A "thru-walker' is a person who walks the length of the trail in one continuous attempt.

"I've never raised money for anything before but have always wanted to," said Gavasto, a self-proclaimed adventurer. "My grandmother died of cancer; my father died of cancer; and one of my friends is battling cancer.

"My dad died when he was 59 and people said how young that is. These are kids with cancer. It's hard to wrap your head around," he said, referred to the patients at Children's Hospital.

Gavasto's summer excursions have included kayaking from Apollo to New Orleans, biking from Virginia to California, and completing the 42-mile hike into the Alaskan wilderness made famous by the movie "Into the Wild."

According to the Trail Conservancy, it normally takes a hiker about five months to complete the grueling walk along the Appalachian Trail, which stretches through 14 states. Gavasto is going to attempt the hike in three and a half months, walking roughly 20 miles a day.

Although the Trail Conservancy does not keep time records, the fastest-known completion of the trail was done last summer in 46 days, 11 hours and 20 minutes by a North Carolina woman, Jennifer Pharr Davis.

Although there are hotels along the trail, Gavasto said he will sleep under the stars a majority of the nights, only stopping at a hotel every 10 to 14 days.

The trail is frequented by numerous dangerous animals, including black bears, copperhead snakes and rattlesnakes, but Gavasto -- who now lives in Monroeville and works as a delivery manager at Veltre's Pizza in Oakmont -- said he's not afraid.
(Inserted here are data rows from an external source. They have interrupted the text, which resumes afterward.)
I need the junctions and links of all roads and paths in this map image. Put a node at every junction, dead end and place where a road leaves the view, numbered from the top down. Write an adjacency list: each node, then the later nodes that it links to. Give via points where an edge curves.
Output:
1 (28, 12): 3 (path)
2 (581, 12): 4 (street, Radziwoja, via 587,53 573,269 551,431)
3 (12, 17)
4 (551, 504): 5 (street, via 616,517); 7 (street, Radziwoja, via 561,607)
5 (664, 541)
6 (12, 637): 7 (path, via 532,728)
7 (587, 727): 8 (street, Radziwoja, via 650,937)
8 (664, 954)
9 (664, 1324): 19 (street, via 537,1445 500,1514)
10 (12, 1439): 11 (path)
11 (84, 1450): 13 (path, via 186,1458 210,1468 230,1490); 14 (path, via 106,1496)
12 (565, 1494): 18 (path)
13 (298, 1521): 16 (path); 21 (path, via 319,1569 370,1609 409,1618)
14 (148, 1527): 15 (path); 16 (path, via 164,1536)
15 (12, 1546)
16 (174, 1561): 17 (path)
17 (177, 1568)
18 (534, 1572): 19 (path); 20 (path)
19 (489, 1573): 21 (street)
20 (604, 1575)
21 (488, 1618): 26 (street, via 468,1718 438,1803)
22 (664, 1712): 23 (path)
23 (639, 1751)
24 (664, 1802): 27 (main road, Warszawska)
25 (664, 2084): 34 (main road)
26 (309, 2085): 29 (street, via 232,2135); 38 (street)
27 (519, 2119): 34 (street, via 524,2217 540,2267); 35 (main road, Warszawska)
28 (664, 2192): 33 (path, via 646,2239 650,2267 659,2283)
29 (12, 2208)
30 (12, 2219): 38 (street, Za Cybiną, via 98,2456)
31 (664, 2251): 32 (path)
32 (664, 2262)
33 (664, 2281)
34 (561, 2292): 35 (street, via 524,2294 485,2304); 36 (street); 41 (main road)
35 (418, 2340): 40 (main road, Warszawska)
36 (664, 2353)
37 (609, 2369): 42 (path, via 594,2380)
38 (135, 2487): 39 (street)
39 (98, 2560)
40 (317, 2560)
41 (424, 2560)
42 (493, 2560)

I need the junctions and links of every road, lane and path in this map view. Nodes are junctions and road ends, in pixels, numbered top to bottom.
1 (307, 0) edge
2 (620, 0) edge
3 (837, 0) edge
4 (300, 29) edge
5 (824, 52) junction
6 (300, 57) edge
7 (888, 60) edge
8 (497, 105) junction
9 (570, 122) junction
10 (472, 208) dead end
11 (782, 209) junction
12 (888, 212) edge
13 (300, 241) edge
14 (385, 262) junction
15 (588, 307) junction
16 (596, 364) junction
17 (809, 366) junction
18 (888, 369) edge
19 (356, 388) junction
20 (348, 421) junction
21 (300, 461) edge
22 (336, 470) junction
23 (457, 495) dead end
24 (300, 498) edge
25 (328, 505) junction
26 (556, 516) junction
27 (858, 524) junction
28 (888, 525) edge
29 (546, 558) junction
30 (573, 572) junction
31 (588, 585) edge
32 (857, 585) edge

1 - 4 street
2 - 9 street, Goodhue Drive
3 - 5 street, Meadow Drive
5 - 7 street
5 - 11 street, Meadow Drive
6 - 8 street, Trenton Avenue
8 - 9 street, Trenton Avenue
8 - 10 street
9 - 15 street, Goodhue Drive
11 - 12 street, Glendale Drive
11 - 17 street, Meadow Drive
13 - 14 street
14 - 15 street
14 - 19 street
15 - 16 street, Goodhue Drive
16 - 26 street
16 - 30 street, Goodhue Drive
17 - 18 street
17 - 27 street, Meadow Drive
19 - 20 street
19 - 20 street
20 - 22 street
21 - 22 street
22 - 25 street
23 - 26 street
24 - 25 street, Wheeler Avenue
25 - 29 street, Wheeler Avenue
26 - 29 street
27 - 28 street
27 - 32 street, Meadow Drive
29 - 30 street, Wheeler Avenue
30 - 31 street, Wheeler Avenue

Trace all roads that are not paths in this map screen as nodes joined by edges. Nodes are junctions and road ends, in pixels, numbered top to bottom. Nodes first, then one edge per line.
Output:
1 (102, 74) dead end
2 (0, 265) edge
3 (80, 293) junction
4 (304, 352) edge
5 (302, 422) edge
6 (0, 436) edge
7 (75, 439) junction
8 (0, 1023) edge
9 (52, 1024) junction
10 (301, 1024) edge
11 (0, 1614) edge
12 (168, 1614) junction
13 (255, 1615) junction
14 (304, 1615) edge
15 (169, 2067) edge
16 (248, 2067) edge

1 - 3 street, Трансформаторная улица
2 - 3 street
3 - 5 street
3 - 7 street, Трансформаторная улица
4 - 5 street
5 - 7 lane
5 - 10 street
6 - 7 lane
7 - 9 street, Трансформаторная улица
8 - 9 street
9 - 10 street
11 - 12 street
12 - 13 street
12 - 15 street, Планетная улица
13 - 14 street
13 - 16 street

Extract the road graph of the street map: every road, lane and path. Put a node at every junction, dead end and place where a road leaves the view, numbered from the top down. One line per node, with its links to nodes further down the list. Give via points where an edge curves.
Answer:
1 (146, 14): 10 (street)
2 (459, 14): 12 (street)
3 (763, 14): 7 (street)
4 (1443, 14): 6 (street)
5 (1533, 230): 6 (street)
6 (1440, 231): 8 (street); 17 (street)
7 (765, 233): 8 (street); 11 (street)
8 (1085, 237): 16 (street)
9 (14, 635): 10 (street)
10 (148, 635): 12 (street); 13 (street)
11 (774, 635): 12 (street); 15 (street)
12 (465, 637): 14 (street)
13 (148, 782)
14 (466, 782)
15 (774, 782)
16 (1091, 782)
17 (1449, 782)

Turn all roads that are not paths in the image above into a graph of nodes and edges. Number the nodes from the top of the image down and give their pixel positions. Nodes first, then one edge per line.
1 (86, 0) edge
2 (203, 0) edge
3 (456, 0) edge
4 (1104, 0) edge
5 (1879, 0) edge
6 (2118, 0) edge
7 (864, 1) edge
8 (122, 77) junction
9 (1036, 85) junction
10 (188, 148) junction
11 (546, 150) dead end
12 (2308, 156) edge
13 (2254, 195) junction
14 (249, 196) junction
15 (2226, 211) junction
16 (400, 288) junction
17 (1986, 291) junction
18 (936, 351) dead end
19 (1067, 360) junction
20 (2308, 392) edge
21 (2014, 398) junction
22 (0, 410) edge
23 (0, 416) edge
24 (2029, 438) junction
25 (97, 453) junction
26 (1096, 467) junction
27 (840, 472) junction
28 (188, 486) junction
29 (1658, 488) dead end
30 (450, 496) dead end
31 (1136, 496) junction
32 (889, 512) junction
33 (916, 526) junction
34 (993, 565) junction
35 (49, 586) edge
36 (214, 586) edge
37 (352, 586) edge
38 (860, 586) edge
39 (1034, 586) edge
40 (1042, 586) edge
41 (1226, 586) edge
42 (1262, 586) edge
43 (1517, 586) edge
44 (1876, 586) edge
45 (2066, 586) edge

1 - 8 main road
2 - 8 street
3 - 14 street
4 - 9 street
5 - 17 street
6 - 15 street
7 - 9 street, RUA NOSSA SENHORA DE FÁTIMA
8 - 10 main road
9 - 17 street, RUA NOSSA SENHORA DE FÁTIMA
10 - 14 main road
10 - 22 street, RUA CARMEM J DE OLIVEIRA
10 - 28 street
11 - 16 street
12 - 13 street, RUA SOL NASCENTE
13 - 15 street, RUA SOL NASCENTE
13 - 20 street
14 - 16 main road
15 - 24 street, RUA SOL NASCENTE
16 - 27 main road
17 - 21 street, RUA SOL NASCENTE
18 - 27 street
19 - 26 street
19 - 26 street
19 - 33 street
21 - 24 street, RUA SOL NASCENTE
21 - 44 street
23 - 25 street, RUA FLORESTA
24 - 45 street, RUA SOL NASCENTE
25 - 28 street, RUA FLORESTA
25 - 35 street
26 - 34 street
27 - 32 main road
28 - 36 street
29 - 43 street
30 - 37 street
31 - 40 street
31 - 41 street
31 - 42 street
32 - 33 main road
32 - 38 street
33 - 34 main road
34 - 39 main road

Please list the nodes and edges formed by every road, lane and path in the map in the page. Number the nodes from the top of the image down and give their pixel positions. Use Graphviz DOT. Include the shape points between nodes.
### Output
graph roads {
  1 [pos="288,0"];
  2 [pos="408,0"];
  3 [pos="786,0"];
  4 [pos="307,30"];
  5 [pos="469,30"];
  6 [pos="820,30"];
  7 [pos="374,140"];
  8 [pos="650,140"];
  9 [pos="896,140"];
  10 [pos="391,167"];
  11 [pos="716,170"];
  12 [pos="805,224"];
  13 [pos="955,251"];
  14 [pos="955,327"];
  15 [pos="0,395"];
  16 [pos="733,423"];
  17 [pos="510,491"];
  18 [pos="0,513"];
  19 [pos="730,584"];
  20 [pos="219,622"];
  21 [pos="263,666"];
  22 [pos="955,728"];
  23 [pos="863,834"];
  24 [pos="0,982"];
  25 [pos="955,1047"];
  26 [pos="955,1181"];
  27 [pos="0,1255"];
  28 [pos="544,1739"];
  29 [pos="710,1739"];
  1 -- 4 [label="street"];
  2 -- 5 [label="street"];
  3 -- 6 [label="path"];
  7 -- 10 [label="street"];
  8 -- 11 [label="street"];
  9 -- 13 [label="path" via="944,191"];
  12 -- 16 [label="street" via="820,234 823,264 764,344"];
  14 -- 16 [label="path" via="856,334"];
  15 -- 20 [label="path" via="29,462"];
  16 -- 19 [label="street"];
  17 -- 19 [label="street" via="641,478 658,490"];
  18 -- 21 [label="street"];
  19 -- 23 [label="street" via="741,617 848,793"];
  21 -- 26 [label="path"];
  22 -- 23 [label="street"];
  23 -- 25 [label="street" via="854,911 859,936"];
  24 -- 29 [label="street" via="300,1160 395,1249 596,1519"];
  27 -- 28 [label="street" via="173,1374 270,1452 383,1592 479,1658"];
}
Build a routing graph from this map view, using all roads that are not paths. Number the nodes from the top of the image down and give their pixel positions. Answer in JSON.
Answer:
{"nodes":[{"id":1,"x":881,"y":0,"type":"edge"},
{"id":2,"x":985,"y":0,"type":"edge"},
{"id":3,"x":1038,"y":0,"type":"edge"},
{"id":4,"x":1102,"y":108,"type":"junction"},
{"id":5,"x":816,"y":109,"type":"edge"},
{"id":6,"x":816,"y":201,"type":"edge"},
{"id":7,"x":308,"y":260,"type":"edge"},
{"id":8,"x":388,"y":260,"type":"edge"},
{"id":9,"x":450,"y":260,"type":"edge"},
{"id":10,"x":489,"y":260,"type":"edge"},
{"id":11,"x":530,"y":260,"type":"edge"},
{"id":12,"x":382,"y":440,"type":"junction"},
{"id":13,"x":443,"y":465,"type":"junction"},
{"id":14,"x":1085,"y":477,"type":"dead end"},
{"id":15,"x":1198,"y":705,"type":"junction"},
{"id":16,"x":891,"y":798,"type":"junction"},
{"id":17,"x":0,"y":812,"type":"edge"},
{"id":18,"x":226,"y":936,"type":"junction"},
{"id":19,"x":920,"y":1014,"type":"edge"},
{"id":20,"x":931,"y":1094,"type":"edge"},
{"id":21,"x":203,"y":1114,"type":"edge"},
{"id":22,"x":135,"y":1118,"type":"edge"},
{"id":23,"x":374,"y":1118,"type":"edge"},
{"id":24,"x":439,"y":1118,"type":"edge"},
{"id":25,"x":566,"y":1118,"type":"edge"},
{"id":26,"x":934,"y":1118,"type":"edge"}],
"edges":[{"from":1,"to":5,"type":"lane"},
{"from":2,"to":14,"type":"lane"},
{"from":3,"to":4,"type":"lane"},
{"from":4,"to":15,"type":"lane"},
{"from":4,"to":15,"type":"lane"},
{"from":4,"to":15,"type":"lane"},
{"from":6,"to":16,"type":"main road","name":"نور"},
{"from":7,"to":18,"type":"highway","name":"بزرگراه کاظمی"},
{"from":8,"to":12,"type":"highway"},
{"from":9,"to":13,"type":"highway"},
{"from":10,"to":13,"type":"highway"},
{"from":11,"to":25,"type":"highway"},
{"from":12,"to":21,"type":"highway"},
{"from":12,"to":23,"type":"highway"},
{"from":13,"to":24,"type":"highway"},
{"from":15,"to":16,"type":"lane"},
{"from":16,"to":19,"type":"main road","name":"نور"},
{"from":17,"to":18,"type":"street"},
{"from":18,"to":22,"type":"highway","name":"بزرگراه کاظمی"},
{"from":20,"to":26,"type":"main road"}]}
"I'm not worried about bears, or snakes or anything," he said. "The only thing I'm worried about is failure."

Gavasto said only about 12 percent of people who hike the whole trail can do it in less than four months, but he is confident.

"If anyone can do it, it's me," he said.

How to donate

Matt Gavasto is trying to raise money for the Oncology and Hematology Unit at Children's Hospital of Pittsburgh. To donate, go to www.givetochildrens.org/donate and put "Matt Gavasto" in the comment section.

About the trail

An estimated 2 million to 3 million people visit sections of the Appalachian Trail every year. Here are some fun facts about the trail:

• Of the 14 states the trail passes through, it covers the most miles in Virginia (550) and the fewest in West Virginia (4).

• Maryland and West Virginia are the easiest states to hike through, New Hampshire and Maine are the hardest.

• The total elevation hiked from the beginning to the end of the trail is the equivalent to hiking Mt. Everest 16 times.

• A hiker who starts the trail in Georgia and ends in Maine is called a "GAME" hiker, while one who starts in Maine and ends in Georgia is called a "MEGA" hiker.

• Someone who walks the whole length of the trail is called a "2,200-miler."

• The 2,180-mile trail was completed in 1937 and is part of the National Parks system.